**PROBLEM TO SOLVE**
Exactly as written, output the lines below starting from the first and ending with the line that contains "thumb ip: (296, 177)"; omit pictures.

**MATERIAL FOR THIS EXERCISE**
....

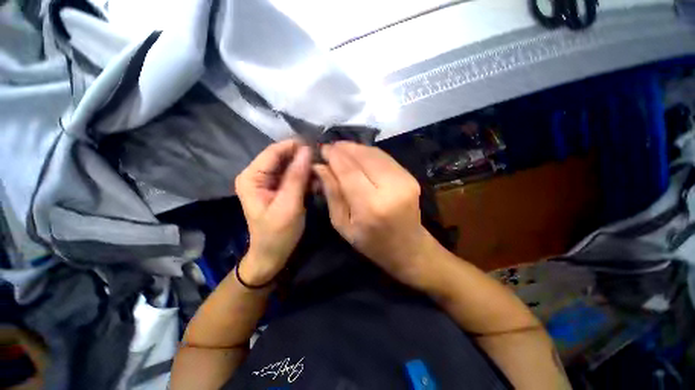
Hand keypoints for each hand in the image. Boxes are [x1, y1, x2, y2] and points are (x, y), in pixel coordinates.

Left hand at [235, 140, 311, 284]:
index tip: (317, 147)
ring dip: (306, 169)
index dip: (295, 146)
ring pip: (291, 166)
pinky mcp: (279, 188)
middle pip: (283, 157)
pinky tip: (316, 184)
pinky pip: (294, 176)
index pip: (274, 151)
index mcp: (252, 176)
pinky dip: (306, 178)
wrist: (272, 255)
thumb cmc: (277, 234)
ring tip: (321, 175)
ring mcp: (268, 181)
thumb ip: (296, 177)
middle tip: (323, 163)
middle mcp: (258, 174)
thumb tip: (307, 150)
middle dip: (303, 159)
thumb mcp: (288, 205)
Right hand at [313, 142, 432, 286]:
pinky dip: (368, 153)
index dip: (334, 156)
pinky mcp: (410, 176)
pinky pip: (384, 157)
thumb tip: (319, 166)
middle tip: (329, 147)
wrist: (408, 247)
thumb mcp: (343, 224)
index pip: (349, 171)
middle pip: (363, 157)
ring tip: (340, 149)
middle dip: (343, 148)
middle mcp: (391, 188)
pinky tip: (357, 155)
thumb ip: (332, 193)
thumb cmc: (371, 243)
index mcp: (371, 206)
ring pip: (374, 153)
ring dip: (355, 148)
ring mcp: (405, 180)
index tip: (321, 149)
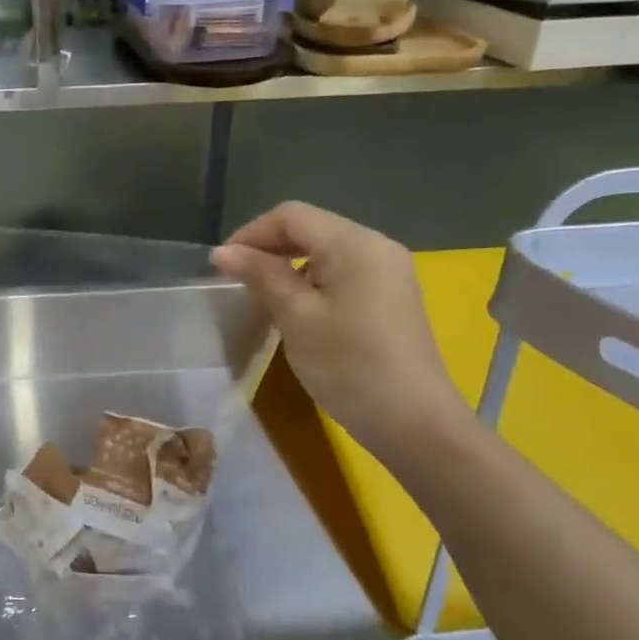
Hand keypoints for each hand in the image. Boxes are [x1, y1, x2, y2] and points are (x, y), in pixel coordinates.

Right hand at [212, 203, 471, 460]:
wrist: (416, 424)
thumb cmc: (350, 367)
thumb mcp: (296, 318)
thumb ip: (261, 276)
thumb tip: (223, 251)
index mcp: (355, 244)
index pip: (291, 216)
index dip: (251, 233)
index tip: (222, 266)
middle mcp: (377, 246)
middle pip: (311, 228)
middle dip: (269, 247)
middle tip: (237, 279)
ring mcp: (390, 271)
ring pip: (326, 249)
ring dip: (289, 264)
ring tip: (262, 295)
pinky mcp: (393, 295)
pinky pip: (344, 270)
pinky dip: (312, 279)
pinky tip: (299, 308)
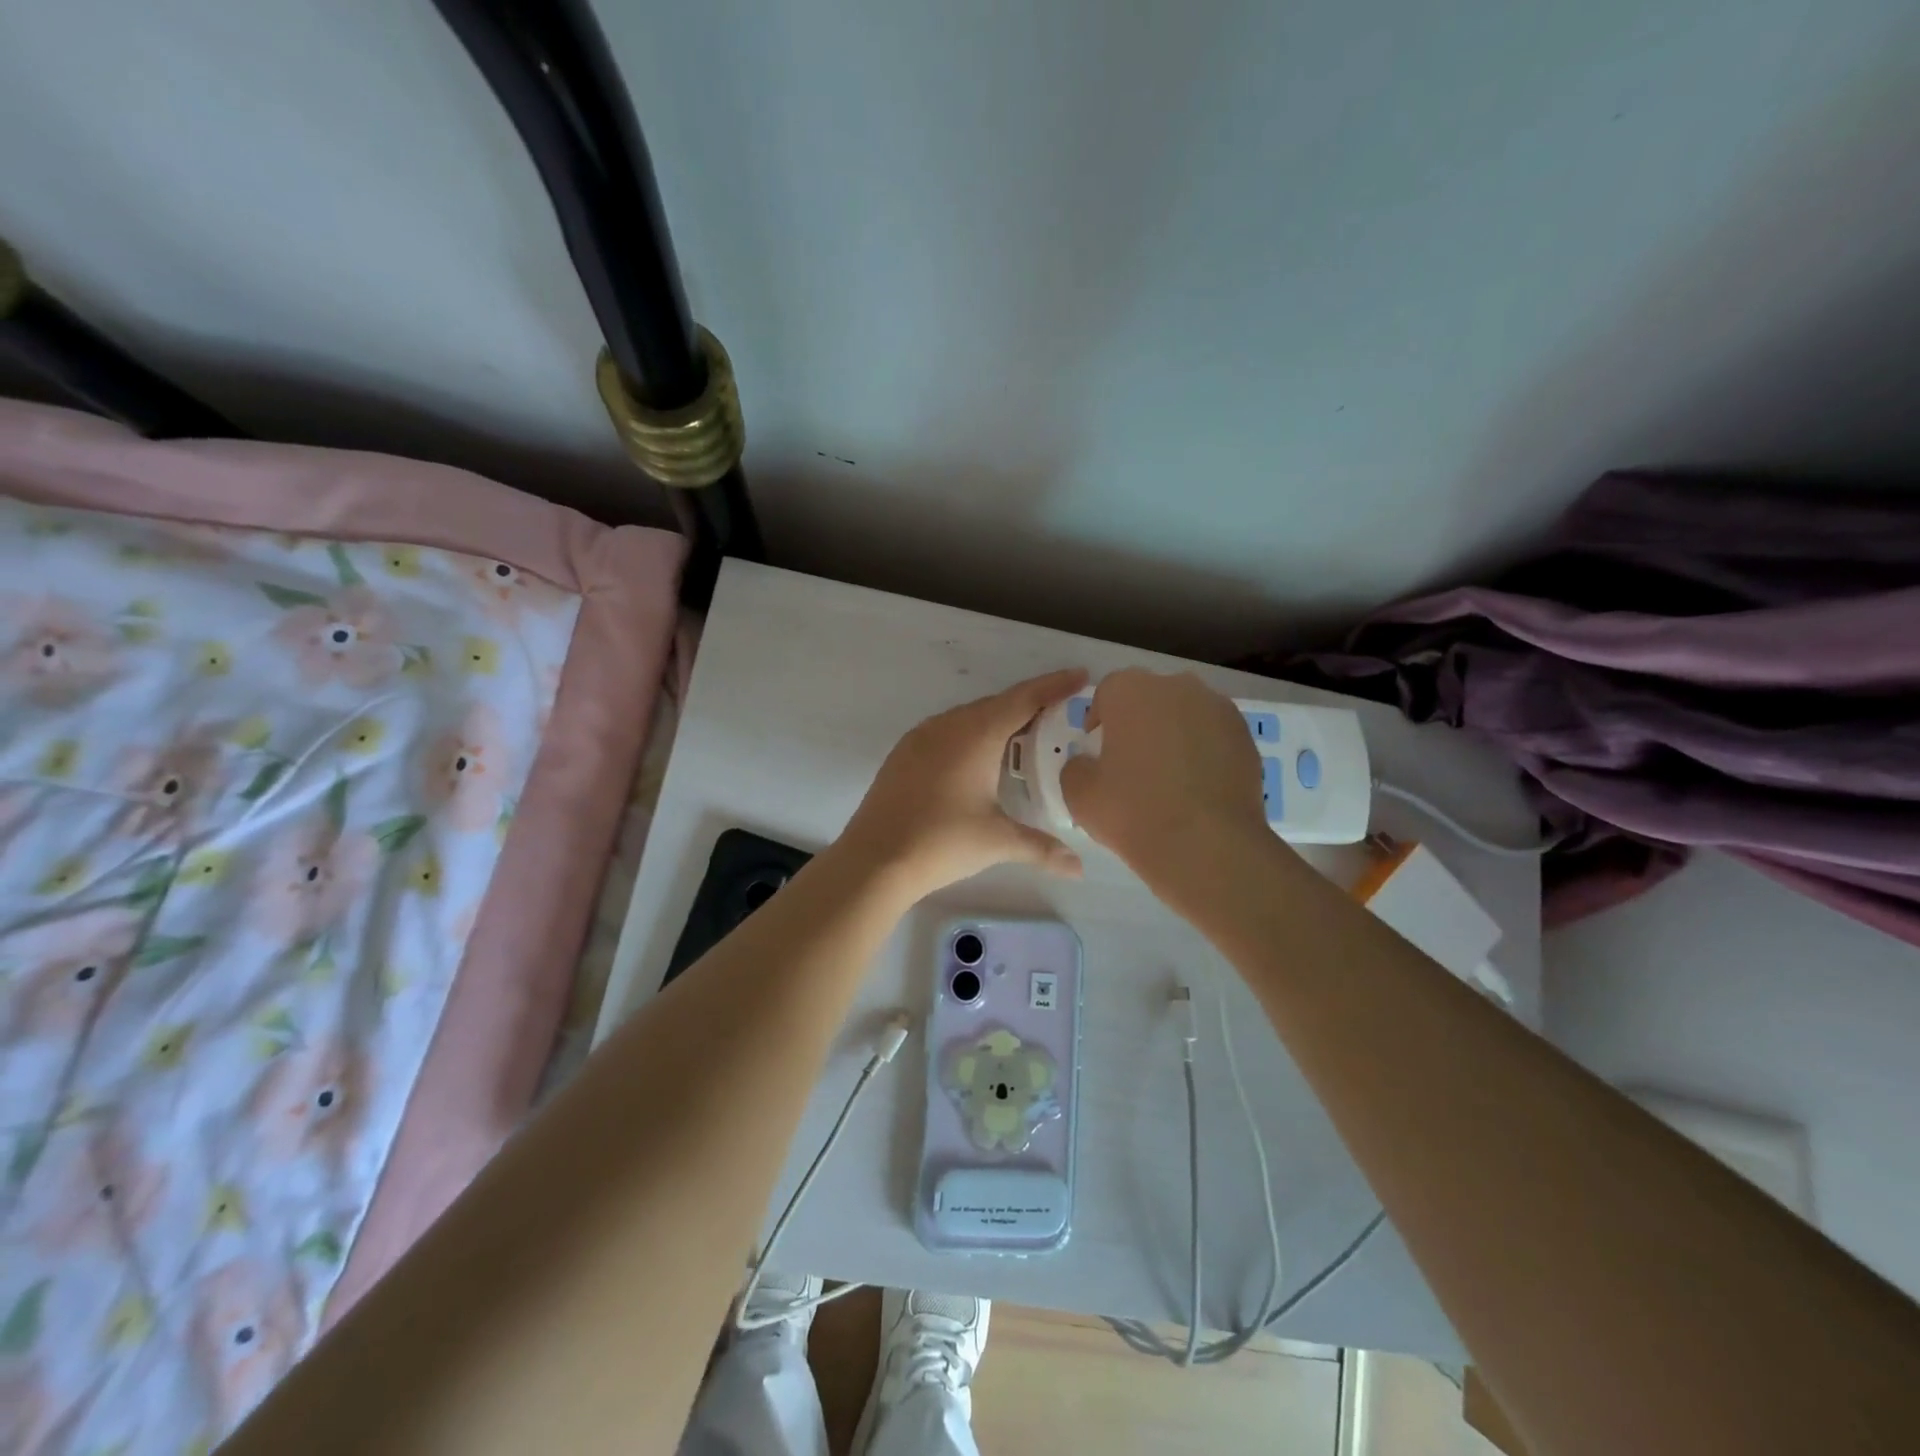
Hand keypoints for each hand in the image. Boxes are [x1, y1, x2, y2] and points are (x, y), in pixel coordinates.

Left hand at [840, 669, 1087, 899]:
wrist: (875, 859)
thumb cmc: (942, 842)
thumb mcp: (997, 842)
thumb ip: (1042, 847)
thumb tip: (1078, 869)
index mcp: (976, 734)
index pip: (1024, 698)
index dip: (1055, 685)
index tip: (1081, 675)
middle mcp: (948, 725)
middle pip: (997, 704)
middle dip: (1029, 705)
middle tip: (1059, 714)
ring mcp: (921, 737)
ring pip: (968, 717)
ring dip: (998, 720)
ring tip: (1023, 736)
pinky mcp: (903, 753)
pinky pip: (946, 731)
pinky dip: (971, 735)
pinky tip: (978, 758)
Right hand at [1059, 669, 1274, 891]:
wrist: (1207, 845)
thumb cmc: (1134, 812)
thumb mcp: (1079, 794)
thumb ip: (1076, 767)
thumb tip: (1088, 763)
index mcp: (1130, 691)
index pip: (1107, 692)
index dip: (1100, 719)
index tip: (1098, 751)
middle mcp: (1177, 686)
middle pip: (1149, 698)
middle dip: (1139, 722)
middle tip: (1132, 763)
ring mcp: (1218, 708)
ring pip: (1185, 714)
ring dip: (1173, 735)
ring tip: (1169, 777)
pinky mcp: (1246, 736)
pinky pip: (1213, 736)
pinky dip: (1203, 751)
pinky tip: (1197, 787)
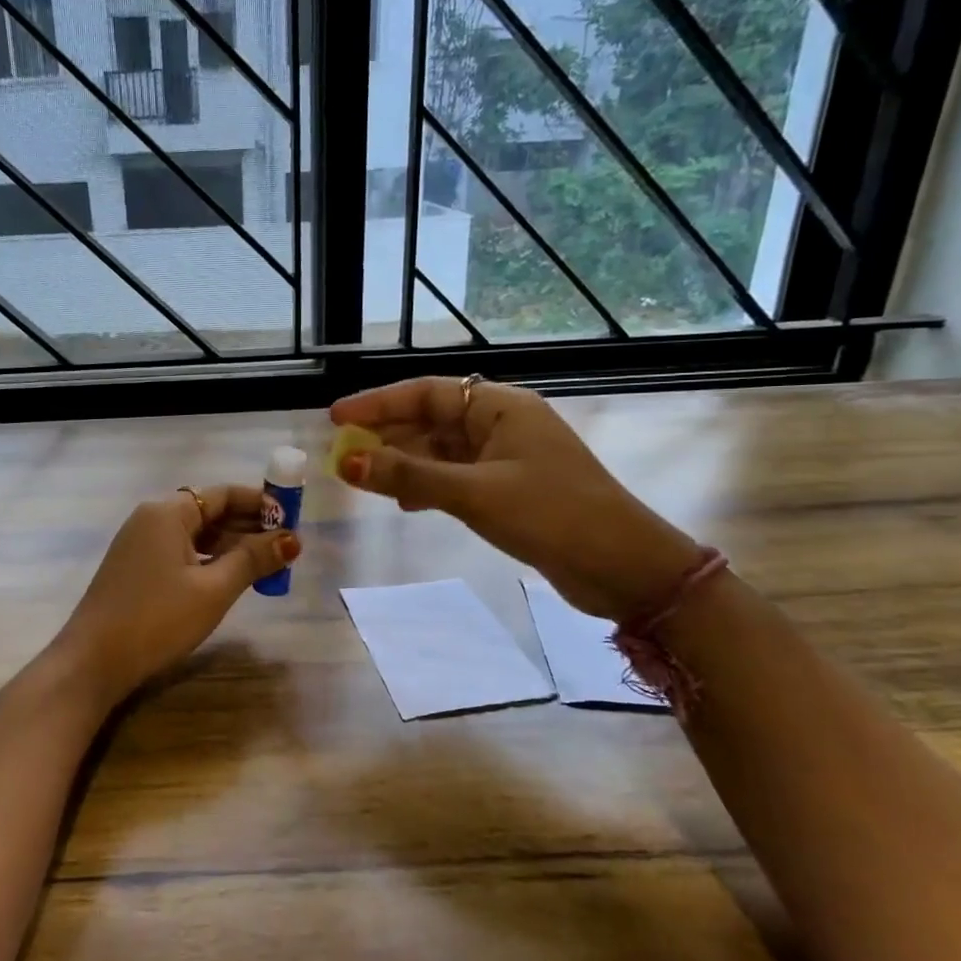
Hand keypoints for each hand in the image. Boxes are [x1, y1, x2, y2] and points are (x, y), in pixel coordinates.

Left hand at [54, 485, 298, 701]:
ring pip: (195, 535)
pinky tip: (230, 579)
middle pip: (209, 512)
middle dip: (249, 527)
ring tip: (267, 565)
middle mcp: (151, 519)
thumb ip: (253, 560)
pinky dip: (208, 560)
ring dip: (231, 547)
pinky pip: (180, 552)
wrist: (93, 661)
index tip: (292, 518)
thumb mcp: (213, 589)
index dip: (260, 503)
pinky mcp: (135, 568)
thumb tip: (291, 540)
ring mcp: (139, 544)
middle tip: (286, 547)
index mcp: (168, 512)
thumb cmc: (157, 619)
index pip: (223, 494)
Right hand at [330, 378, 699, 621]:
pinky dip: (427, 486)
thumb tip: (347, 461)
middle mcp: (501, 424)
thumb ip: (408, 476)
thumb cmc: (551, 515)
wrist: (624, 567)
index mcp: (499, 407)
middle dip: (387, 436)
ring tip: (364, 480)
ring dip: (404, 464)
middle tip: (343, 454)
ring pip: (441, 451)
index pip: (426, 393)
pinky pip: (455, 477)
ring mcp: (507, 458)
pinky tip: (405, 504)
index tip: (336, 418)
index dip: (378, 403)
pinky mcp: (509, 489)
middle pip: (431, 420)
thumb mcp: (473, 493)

....

**SOLUTION TO THIS TASK**
Hand keypoints for each hand in the image. Boxes are [x1, y1, x2, y2] and points are (x, y), in pixel coordinates.

Left hand at [235, 140, 311, 284]:
index tip: (317, 147)
ring dip: (306, 169)
index dip: (295, 146)
ring pip: (291, 166)
pinky mcp: (279, 188)
middle pip: (283, 157)
pinky tip: (316, 184)
pinky pip: (294, 176)
index pip: (274, 151)
index mcp: (252, 176)
pinky dip: (306, 178)
wrist: (272, 255)
thumb cmc: (277, 234)
ring tip: (321, 175)
ring mcp: (268, 181)
thumb ip: (296, 177)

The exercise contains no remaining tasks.